=== Excerpted data ===
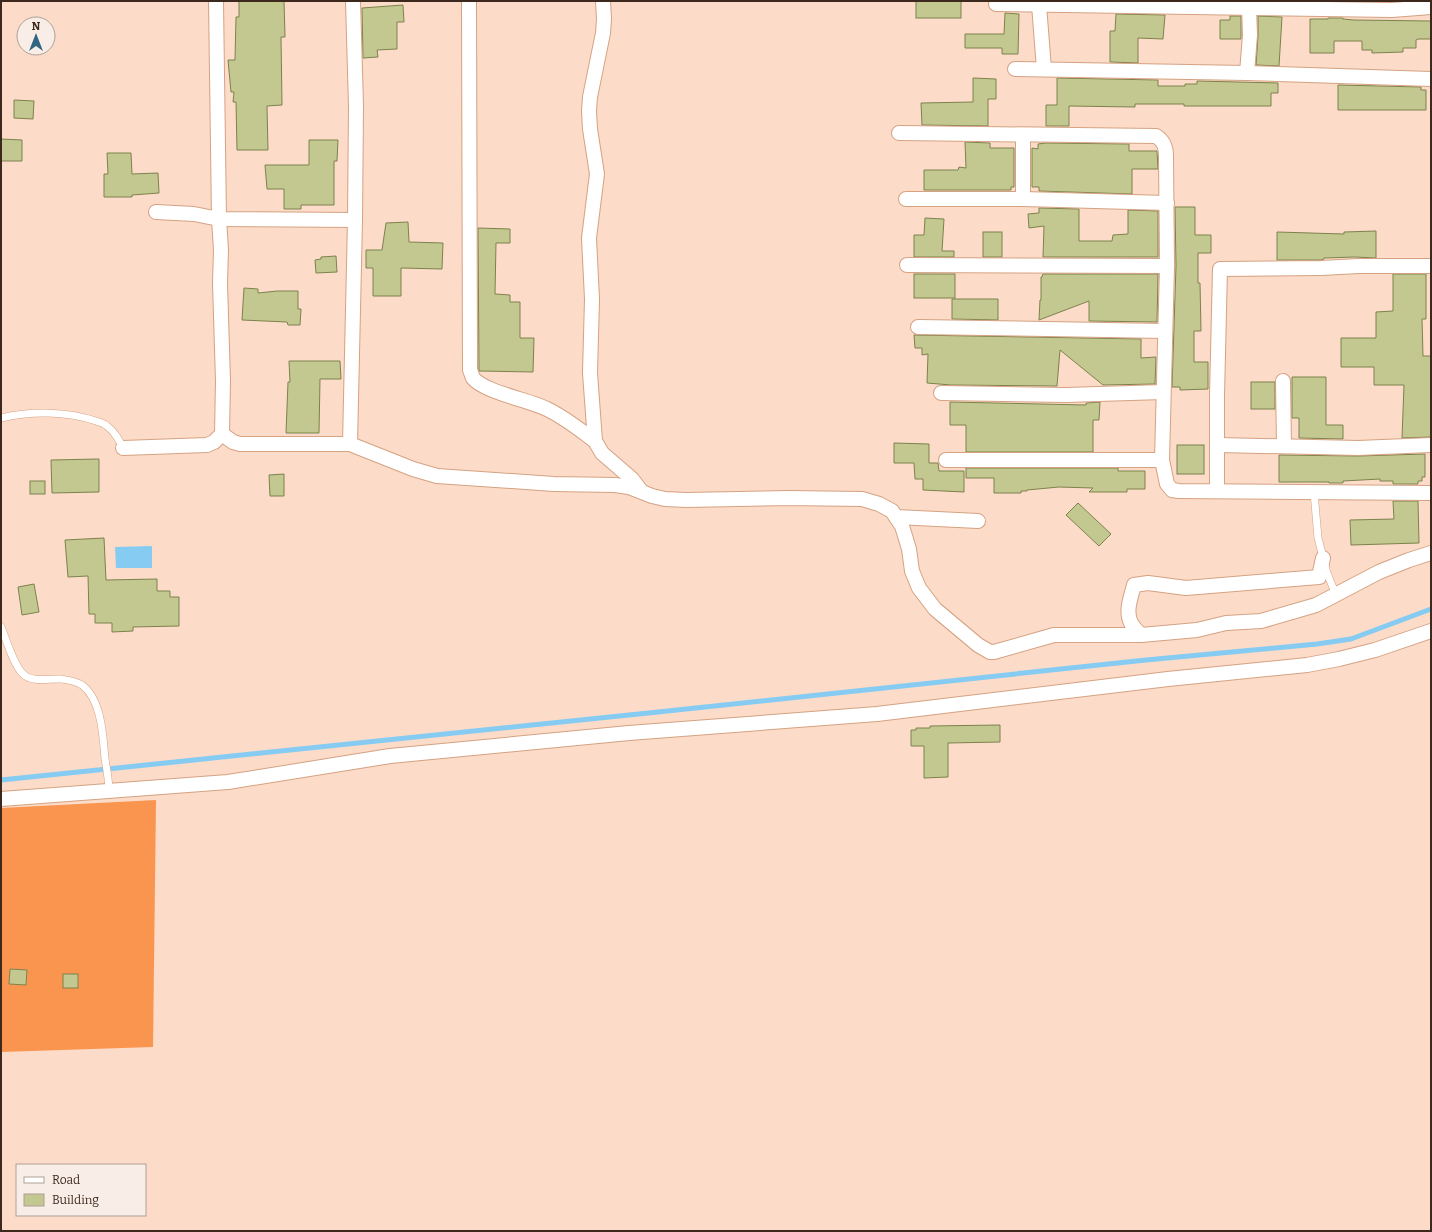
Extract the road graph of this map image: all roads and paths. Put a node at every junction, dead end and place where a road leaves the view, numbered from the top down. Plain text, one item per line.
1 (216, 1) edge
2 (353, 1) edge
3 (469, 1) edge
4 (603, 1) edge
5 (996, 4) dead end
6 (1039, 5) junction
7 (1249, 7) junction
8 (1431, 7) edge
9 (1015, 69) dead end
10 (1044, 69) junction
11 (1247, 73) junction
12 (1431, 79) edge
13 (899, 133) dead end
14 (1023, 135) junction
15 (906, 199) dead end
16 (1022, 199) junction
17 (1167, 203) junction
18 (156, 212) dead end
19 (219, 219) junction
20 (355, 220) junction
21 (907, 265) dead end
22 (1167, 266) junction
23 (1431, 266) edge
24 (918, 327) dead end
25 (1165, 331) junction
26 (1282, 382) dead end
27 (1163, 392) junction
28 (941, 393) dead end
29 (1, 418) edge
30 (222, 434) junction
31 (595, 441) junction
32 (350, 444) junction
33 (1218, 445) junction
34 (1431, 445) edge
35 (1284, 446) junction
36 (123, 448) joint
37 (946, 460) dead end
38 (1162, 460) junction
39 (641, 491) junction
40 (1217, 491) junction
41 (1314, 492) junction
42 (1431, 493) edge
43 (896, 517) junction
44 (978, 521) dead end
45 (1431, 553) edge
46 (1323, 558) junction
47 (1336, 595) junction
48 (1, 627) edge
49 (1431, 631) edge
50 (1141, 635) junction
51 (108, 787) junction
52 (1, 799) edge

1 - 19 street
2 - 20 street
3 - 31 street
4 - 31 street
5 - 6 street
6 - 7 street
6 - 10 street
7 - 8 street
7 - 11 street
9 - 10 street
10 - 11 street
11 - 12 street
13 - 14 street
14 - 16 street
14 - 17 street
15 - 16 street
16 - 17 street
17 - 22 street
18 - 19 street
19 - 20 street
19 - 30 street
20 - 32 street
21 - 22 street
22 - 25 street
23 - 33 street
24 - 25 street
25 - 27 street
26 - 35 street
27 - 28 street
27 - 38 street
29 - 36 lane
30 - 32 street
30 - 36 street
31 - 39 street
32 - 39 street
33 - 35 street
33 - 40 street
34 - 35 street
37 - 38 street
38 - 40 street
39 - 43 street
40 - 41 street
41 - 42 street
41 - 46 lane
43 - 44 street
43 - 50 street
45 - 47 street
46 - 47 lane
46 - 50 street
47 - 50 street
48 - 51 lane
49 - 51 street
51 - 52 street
===
**Problem to work on:** Retype everything in the material word for word, minus pictures.

**Solution to this task:**
Extract the road graph of this map image: all roads and paths. Put a node at every junction, dead end and place where a road leaves the view, numbered from the top down. Plain text, one item per line.
1 (216, 1) edge
2 (353, 1) edge
3 (469, 1) edge
4 (603, 1) edge
5 (996, 4) dead end
6 (1039, 5) junction
7 (1249, 7) junction
8 (1431, 7) edge
9 (1015, 69) dead end
10 (1044, 69) junction
11 (1247, 73) junction
12 (1431, 79) edge
13 (899, 133) dead end
14 (1023, 135) junction
15 (906, 199) dead end
16 (1022, 199) junction
17 (1167, 203) junction
18 (156, 212) dead end
19 (219, 219) junction
20 (355, 220) junction
21 (907, 265) dead end
22 (1167, 266) junction
23 (1431, 266) edge
24 (918, 327) dead end
25 (1165, 331) junction
26 (1282, 382) dead end
27 (1163, 392) junction
28 (941, 393) dead end
29 (1, 418) edge
30 (222, 434) junction
31 (595, 441) junction
32 (350, 444) junction
33 (1218, 445) junction
34 (1431, 445) edge
35 (1284, 446) junction
36 (123, 448) joint
37 (946, 460) dead end
38 (1162, 460) junction
39 (641, 491) junction
40 (1217, 491) junction
41 (1314, 492) junction
42 (1431, 493) edge
43 (896, 517) junction
44 (978, 521) dead end
45 (1431, 553) edge
46 (1323, 558) junction
47 (1336, 595) junction
48 (1, 627) edge
49 (1431, 631) edge
50 (1141, 635) junction
51 (108, 787) junction
52 (1, 799) edge

1 - 19 street
2 - 20 street
3 - 31 street
4 - 31 street
5 - 6 street
6 - 7 street
6 - 10 street
7 - 8 street
7 - 11 street
9 - 10 street
10 - 11 street
11 - 12 street
13 - 14 street
14 - 16 street
14 - 17 street
15 - 16 street
16 - 17 street
17 - 22 street
18 - 19 street
19 - 20 street
19 - 30 street
20 - 32 street
21 - 22 street
22 - 25 street
23 - 33 street
24 - 25 street
25 - 27 street
26 - 35 street
27 - 28 street
27 - 38 street
29 - 36 lane
30 - 32 street
30 - 36 street
31 - 39 street
32 - 39 street
33 - 35 street
33 - 40 street
34 - 35 street
37 - 38 street
38 - 40 street
39 - 43 street
40 - 41 street
41 - 42 street
41 - 46 lane
43 - 44 street
43 - 50 street
45 - 47 street
46 - 47 lane
46 - 50 street
47 - 50 street
48 - 51 lane
49 - 51 street
51 - 52 street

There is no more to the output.